I love bookstores. I wander around checking out new releases and bargains, not just the books, but also the movies. If there’s a café, even better. I can have a hot chocolate and a snack while perusing a magazine. Libraries, on the other hand, suck the energy right out of me. I go in, do what I need to do, then leave.
I first realized this when I was a college student. I would simply take out whatever I needed for research papers. If that wasn’t an option, then I would photocopy what I could. In extreme cases, I would take notes from a resource. After every visit, I felt so tired and lacked a desire to do anything, let alone more studying.
This condition was never more evident then in Paris. I lived there for a year as a graduate student. My Master’s thesis was entitled La Condition Féminine dans Le Père Goriot d’Honoré de Balzac. Consequently, I had to spend time in a library or two.
As I was planning out my paper, I investigated a local public library—une bibliothèque municipale. I can’t remember much; it was a short visit. I do remember feeling out of my element. It wasn’t set up to function as public libraries do in the States. I know one of my friends felt the same way after her own investigation.
Once I determined the obvious—that my research would be limited to collegiate and specialty libraries—I sought out those that would be the most helpful to me. My first visit to the Maison de Balzac was productive, and a bit amusing. Productive since I discovered a treasure trove of information for my thesis. Amusing since I was a young American woman dressed in her college sweatshirt, blue jeans, and sneakers entering this small space with older professorial French (I assume) men. The librarian, a young man, seemed a little surprised and delighted, or perhaps bemused, when I arrived with a “Bonjour” and “Pouvez-vous m’aider?” I made many visits to this library. I also spent a lot of francs on photocopying.
I’m sure I may have gone to other libraries, but the only other one that stands out in my memory is Sainte-Geneviève. First, there was a line to check into the library. I presented my student ID and was directed to the next line where I received a seat number. Only so many were allowed in at a time. I don’t recall if there was a time limit or not. Either way, it wouldn’t have been a problem.
I climbed the spiraling stairs into the library proper and took in the vaulted ceilings, the upper level with wrought iron rails, the long tables with students studying at their assigned seats. I felt overwhelmed; practically every seat was filled with someone writing, writing, writing, note-taking, note-taking, note-taking. I located my seat, three quarters of the way down the table with only one access point. The tables were rather close to each other. I’m not a small person, nearly 5 feet 11, and I carried a cumbersome book bag. I hugged it close as I inched my way in, repeatedly murmuring “Pardon.”

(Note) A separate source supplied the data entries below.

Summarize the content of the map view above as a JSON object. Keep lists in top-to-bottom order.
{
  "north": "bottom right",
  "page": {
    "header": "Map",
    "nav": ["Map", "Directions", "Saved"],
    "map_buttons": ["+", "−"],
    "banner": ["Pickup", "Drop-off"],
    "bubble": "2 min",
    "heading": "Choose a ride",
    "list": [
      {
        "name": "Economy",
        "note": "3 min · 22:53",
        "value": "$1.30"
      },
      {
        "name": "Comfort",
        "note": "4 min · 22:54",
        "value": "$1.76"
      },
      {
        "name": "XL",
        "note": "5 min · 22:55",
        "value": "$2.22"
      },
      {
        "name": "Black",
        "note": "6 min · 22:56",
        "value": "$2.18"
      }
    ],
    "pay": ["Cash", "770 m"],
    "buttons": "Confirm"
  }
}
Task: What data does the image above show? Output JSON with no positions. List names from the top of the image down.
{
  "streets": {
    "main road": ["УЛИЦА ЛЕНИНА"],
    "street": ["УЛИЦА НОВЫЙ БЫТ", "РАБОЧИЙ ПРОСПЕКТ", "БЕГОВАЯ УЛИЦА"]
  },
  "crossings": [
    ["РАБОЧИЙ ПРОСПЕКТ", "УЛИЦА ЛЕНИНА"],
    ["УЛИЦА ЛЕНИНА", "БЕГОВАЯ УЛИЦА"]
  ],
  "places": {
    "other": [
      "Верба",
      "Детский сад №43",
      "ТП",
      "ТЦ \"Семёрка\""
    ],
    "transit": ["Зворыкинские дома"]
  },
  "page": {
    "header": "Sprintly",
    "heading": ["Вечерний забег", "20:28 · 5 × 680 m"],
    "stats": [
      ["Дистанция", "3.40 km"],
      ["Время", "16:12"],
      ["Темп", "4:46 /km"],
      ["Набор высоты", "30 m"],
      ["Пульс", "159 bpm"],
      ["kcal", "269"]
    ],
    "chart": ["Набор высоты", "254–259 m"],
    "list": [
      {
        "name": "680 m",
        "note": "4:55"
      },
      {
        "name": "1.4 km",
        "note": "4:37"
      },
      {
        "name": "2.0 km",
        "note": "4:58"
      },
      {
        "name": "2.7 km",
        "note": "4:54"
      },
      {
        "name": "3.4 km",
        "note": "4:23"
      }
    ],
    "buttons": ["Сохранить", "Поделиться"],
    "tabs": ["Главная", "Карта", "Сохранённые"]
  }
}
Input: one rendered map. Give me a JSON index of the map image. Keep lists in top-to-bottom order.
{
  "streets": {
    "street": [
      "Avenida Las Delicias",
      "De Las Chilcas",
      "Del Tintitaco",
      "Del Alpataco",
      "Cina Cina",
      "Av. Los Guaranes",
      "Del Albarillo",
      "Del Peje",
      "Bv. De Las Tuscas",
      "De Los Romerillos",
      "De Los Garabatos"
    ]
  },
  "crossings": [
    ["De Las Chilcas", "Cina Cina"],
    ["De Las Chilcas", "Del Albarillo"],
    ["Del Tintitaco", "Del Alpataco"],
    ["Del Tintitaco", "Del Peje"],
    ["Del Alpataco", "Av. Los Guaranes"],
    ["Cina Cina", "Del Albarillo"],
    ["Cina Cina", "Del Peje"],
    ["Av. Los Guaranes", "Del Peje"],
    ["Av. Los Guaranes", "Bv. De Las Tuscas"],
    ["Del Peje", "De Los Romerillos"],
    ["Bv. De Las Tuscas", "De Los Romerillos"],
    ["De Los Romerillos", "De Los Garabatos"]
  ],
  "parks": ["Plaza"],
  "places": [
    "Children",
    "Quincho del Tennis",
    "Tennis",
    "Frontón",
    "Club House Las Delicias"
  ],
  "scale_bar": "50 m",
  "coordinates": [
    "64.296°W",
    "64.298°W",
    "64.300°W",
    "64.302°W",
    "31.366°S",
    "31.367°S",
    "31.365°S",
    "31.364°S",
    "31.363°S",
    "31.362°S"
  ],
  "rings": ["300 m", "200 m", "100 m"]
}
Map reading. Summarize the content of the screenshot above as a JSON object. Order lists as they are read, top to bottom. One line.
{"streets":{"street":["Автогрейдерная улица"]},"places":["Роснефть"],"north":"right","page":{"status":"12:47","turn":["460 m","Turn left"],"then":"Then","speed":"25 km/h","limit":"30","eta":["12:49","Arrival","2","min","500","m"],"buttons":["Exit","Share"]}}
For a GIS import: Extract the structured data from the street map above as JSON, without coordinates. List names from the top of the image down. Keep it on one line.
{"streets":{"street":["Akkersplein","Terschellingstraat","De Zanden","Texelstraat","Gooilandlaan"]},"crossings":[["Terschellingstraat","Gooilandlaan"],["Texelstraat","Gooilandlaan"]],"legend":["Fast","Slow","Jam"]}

I took off my coat carefully; room was tight. I sat down, organized my things, and made ready to do research. I took a deep breath and prepared for the annoyed glances. Inching my way back out, I reiterated all the previous pardons. I was pleased to have quickly completed my resource quest with the card catalogue. Yes, that’s right. A card catalogue. The internet was in its infancy twenty years ago.
With the help of the librarian, I retrieved all but one resource. That particular book was on the upper level. I had no idea how to get up there. I spotted one spiral staircase, but couldn’t figure out how to get to it. In addition to wrought iron rails, there was also caging. I admit I didn’t look too hard, nor did I ask for help. I felt very intimidated by the whole building and its environment. I wouldn’t care now, but at that time, I thought, “So what’s one book?”
I pardoned my way back to my seat, giving my fellow students a “Please don’t hate me” look. I took a few notes from the shorter texts and determined I would need copies of the others. This did not take very long. I thought, “They’re going to kill me.” Another deep breath before pardoning my way back out, where I then sought out the librarian to whom I explained that I knew very well how much photocopies cost. After a few minutes, she handed me a thick packet. In a brave, brief second, I opened my mouth to ask about the other book. I knew I was trying the patience of the students at my table, which was quite the understatement. If I got this book, I’d have to look at it right away. I closed my mouth and let the question die in my throat. I wimped out.
Of course, I still had to collect my things. The thought of the exasperated looks from the students as I pardoned my way back to my seat was painful. I arrived at the conclusion I would not be returning to this library except perhaps as an admirer of its architecture. It’s a beautiful library after all. I muttered my pardons and added a few mercis. I packed everything up, took a deep breath, and began my litany. “Pardon. Pardon. Pardon.”
I checked my watch as I left. A half hour. Maybe forty minutes at most. I was completely wiped out. No other library had sapped my energy like this one. Please don’t misunderstand me. I bear no ill will toward libraries. I simply can’t spend much time in them. Even with so many adding small cafés, I still prefer getting lost in bookstores.